**What this task involves**
Every line of the entries below that mentions "Sokak" is to be copied out.

⁂

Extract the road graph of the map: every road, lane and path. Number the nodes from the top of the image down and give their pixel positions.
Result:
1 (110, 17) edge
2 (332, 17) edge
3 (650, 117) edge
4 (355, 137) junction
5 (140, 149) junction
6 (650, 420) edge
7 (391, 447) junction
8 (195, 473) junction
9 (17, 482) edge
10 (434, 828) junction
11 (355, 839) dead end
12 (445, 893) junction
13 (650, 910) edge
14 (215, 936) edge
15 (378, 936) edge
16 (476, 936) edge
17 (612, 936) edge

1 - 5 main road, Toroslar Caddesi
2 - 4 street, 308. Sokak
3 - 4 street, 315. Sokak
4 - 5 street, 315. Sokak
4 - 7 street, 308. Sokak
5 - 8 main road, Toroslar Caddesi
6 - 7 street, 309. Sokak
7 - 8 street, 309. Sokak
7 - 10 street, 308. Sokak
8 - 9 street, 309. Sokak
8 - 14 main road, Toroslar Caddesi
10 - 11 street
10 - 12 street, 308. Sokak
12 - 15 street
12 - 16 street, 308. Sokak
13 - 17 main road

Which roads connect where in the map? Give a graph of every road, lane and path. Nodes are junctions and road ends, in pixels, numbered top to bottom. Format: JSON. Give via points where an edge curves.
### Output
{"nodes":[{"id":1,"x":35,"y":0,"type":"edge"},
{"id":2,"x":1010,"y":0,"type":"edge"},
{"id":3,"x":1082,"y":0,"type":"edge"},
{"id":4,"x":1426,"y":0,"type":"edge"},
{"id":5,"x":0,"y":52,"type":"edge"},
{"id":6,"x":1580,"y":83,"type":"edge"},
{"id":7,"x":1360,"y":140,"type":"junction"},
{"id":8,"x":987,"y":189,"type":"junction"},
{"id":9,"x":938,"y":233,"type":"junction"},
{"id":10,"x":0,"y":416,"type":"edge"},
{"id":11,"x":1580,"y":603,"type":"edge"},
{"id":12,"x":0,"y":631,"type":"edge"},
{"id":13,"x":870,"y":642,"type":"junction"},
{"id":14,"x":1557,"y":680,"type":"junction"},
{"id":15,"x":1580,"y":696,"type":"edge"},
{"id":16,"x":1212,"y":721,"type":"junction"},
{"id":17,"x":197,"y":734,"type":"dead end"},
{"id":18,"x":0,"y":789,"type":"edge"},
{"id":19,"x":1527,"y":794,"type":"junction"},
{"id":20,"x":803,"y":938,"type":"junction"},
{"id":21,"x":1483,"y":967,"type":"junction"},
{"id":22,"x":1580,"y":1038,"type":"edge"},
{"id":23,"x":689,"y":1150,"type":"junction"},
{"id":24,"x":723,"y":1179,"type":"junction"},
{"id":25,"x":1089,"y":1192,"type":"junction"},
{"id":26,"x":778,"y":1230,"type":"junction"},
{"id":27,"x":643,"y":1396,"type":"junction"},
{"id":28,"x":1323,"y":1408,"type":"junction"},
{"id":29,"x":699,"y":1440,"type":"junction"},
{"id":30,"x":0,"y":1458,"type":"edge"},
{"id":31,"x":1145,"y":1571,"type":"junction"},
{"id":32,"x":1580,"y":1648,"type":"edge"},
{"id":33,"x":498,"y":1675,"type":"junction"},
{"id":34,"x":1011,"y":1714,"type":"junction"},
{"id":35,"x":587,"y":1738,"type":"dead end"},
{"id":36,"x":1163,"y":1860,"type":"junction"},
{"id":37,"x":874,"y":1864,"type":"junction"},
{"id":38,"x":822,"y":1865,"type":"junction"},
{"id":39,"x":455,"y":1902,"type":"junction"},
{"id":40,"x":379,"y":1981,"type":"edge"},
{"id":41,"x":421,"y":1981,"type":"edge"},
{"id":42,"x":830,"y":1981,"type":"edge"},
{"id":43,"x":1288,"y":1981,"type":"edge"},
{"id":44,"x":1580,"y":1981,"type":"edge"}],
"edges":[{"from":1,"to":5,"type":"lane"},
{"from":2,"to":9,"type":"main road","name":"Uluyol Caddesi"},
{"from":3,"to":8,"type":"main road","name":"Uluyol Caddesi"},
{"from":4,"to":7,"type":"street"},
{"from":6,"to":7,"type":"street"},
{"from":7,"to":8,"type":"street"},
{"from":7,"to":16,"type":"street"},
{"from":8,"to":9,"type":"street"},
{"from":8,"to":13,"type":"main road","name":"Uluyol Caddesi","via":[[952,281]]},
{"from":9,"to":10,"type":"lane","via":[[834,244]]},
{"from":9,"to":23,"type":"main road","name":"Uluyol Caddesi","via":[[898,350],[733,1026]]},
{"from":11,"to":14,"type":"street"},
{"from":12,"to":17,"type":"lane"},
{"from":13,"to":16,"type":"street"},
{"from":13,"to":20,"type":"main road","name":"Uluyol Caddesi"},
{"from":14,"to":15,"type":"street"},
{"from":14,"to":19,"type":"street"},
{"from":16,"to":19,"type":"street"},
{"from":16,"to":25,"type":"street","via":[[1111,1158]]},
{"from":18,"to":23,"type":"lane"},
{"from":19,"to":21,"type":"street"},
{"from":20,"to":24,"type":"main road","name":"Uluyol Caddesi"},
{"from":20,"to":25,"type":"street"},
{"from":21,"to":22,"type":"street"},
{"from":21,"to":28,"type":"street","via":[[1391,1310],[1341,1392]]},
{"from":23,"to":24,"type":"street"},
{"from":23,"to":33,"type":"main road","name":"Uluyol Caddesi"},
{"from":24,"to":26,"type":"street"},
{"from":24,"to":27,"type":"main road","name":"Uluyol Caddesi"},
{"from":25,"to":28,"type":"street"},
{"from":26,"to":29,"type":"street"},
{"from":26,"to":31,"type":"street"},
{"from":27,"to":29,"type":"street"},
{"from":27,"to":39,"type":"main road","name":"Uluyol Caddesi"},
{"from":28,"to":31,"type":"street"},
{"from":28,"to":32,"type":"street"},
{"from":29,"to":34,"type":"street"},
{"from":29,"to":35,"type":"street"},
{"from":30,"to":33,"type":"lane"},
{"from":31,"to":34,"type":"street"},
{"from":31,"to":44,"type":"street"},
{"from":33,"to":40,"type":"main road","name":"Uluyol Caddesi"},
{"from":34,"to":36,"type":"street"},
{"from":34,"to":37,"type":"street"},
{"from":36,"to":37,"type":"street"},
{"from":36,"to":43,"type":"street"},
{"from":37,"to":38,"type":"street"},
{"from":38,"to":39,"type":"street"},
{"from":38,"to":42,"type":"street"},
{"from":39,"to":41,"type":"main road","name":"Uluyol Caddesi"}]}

⁂

**Reply to the task**
2 - 4 street, 308. Sokak
3 - 4 street, 315. Sokak
4 - 5 street, 315. Sokak
4 - 7 street, 308. Sokak
6 - 7 street, 309. Sokak
7 - 8 street, 309. Sokak
7 - 10 street, 308. Sokak
8 - 9 street, 309. Sokak
10 - 12 street, 308. Sokak
12 - 16 street, 308. Sokak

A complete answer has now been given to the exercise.